- _Data excerpts_:
[Start of Attachment]

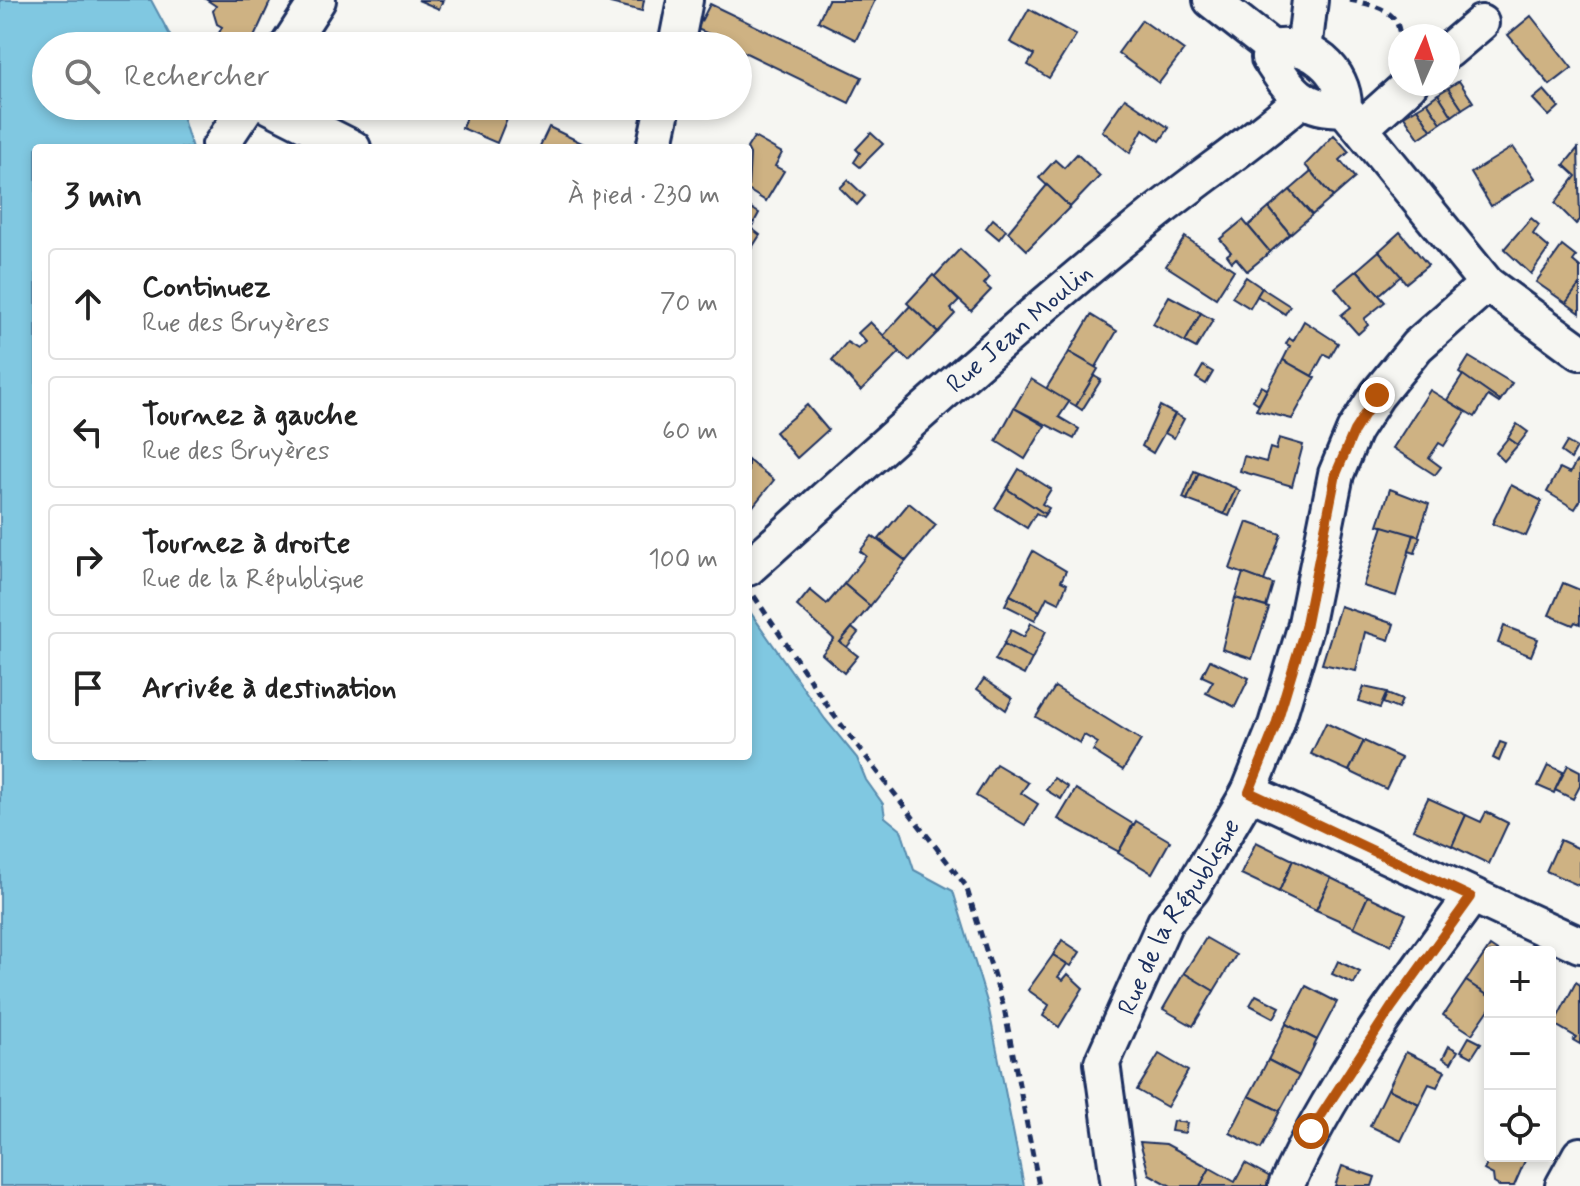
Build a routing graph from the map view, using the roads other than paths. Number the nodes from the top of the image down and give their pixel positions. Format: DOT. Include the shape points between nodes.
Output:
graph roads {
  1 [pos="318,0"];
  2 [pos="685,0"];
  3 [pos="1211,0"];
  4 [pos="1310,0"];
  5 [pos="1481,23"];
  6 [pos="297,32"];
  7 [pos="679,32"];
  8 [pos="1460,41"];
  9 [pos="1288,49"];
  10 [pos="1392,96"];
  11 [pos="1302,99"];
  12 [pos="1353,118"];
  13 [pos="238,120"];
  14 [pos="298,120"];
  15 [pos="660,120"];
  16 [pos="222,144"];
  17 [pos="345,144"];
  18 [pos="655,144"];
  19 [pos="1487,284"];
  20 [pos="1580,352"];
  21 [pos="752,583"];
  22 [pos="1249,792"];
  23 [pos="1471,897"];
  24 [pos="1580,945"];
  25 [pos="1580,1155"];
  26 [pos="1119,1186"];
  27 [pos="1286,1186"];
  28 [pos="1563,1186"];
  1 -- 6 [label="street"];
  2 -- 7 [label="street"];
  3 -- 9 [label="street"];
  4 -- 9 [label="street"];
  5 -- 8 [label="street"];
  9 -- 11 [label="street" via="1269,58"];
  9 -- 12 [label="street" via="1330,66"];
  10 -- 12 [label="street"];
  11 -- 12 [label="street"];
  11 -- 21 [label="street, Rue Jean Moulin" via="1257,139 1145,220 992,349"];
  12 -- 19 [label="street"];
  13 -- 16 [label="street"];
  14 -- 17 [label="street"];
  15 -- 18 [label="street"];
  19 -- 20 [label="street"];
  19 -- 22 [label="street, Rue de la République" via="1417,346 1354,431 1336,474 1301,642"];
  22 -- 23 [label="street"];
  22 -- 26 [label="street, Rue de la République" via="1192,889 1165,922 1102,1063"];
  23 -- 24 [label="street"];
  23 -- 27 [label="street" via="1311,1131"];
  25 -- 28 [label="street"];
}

[End of Attachment]
[Start of Attachment]

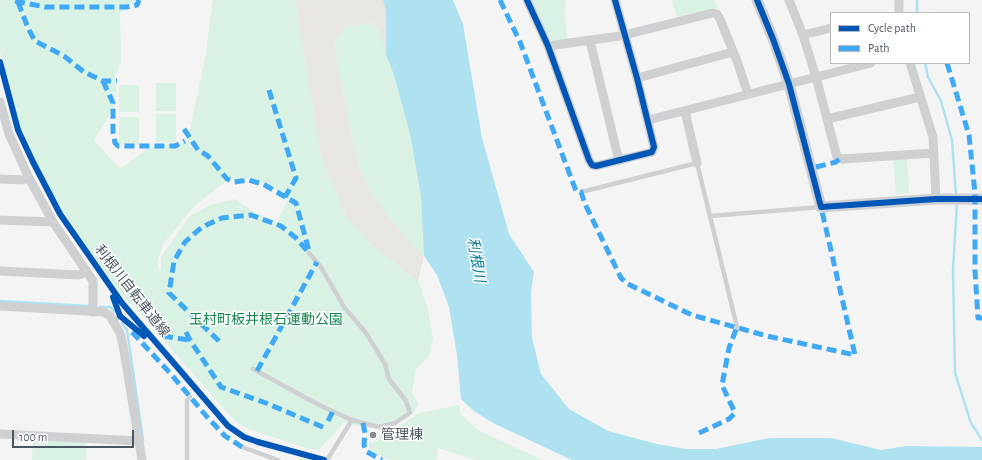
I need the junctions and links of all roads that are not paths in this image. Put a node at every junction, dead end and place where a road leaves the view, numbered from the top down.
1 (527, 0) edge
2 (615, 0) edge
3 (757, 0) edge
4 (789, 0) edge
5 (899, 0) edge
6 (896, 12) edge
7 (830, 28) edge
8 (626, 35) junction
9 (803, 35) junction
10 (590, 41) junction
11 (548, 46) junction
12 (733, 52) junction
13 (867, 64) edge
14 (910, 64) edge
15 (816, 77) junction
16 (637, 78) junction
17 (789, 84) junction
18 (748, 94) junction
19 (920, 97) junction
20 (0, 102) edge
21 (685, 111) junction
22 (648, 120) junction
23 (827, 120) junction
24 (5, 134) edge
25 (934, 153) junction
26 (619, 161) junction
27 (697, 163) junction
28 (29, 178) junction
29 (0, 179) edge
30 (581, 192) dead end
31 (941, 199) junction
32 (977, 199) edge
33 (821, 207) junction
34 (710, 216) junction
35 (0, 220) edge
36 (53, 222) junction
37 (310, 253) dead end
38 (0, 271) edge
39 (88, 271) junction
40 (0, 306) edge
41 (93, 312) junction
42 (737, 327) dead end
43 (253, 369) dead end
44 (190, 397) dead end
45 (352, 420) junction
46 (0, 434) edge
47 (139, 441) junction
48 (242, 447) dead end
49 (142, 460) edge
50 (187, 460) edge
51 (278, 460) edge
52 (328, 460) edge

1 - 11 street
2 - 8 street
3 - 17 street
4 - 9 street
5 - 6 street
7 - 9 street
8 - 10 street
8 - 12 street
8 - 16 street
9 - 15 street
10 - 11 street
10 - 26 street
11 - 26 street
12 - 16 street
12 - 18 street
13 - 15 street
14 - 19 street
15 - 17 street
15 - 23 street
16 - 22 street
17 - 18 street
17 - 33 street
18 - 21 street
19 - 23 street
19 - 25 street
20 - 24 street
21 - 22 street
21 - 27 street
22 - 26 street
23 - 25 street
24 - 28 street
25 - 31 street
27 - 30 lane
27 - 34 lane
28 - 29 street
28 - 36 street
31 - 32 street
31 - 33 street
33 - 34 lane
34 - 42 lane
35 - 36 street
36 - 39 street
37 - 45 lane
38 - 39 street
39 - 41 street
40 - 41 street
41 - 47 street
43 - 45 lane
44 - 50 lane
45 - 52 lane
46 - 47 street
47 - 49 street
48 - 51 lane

[End of Attachment]

- _EXERCISE GOAL_: Find the word "République" in the data and show each line that holds it.

- _ANSWER TO THIS PROBLEM_:
  19 -- 22 [label="street, Rue de la République" via="1417,346 1354,431 1336,474 1301,642"];
  22 -- 26 [label="street, Rue de la République" via="1192,889 1165,922 1102,1063"];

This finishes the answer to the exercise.